From "liberated" Vietnam Associated Press Correspondent
Dennis P. Gray reports that:

Refugees say the authorities try to co-opt exist-
ing, respected religious leaders or replace them
with their own, more pliant, candidates who in turn
laud the government's religious policies to church
delegations from abroad.

The new leaders are variously described by foreign
Protestant clergymen who knew them before 1975 as
"lightweights," and "toady opportunists."5/

According to a letter circulated last year by the Fellowship of Reconciliation, an American peace organization, the Au Quang Pagoda Buddhist Church of Vietnam had an "outstanding record" of opposition to the Vietnam war, and after the war ended worked "tirelessly for reconstruction, social justice and reconcilia

tion."

Nevertheless, the Fellowship reports:

The Vietnamese Government has stepped up efforts to
dissolve the existing Buddhist Church and replace
it with a completely controlled organization...6/

The situation in Vietnam is accurately described in this year's Human Rights Report.
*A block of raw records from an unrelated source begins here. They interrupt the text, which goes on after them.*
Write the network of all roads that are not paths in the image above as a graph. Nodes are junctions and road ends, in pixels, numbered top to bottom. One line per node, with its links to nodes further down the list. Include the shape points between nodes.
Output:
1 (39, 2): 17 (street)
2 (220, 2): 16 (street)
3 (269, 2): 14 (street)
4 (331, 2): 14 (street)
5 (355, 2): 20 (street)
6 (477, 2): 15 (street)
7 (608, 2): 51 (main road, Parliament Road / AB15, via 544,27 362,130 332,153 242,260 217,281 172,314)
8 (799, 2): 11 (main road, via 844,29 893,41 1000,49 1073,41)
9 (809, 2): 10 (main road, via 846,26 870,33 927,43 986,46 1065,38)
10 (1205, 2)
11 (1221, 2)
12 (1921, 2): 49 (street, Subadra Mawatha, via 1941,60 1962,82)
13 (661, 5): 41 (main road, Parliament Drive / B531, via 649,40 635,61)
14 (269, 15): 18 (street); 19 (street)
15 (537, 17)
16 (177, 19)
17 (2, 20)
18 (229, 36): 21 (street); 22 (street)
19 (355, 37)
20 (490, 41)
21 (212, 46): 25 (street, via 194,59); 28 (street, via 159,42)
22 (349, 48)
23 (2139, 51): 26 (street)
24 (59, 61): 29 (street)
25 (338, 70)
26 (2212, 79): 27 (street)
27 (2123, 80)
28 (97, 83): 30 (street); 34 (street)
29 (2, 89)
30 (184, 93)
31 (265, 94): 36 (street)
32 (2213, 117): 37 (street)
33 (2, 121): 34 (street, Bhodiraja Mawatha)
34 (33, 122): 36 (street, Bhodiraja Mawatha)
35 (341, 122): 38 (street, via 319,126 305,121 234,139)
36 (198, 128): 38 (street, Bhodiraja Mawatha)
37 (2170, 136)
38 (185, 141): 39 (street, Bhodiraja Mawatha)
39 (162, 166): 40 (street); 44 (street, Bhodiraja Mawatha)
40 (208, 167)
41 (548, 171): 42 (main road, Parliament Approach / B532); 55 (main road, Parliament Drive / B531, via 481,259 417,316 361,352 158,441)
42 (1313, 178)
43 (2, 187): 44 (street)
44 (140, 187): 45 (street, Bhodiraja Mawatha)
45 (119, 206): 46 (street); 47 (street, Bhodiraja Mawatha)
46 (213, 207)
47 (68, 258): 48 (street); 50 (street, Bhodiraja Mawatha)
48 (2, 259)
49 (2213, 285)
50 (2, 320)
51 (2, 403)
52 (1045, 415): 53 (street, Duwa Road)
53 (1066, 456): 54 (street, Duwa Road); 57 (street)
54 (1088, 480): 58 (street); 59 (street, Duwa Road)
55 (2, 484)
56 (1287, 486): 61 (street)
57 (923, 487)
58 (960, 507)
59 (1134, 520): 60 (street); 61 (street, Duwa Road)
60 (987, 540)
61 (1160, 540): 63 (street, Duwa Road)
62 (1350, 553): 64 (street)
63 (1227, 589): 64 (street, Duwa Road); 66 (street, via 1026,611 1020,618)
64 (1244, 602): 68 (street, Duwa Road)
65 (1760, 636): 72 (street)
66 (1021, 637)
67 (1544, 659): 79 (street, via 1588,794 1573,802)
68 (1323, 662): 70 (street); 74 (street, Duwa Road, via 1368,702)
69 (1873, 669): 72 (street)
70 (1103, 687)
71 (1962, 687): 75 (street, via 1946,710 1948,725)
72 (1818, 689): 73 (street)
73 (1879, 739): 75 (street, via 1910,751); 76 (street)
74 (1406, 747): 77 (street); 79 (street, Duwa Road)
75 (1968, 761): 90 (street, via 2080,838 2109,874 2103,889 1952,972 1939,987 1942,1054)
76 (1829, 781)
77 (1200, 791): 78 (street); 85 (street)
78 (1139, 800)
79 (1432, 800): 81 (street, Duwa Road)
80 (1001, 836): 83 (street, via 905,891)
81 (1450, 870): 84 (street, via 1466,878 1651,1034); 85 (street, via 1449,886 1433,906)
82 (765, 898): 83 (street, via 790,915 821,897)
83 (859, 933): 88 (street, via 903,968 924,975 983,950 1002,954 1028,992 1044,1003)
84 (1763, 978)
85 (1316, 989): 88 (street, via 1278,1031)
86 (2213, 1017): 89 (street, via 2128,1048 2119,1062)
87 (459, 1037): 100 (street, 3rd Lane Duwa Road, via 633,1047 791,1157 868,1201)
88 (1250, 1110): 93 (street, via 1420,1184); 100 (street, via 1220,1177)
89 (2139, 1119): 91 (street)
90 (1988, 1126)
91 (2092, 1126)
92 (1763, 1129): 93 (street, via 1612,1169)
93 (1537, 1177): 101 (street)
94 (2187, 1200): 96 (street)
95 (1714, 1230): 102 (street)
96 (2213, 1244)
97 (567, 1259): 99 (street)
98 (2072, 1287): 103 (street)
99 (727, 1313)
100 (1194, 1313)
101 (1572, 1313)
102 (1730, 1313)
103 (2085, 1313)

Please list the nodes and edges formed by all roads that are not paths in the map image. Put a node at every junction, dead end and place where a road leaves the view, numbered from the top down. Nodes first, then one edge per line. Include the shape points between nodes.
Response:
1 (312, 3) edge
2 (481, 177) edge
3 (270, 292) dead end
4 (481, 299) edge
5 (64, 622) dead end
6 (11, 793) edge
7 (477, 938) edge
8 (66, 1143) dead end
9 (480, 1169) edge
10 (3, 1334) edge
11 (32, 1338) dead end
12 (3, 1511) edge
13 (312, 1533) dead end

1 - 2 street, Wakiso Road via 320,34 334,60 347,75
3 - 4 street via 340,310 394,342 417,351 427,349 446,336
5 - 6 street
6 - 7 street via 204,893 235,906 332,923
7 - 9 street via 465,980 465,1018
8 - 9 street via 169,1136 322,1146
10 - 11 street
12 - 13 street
So is the situation in China, where, the report explains:

The stated aim of the eight patriotic officially
sanctioned religious organizations is to ensure
that all religious organizations accept the
leadership of the party and the state.7/

There has been some relaxation of the limits on religious

life in China in the last four years. But it remains to be seen whether this represents anything more than a hollow gesture designed to win religious support for China in the democratic

world.

The 1983 Human Rights Report unfortunately does not convey an adequate sense of the influence of the state in the religious life of Cuba. Cuba's official churches are effective agencies for the promotion of Marxism-Leninism throughout the Americas and even in our own country.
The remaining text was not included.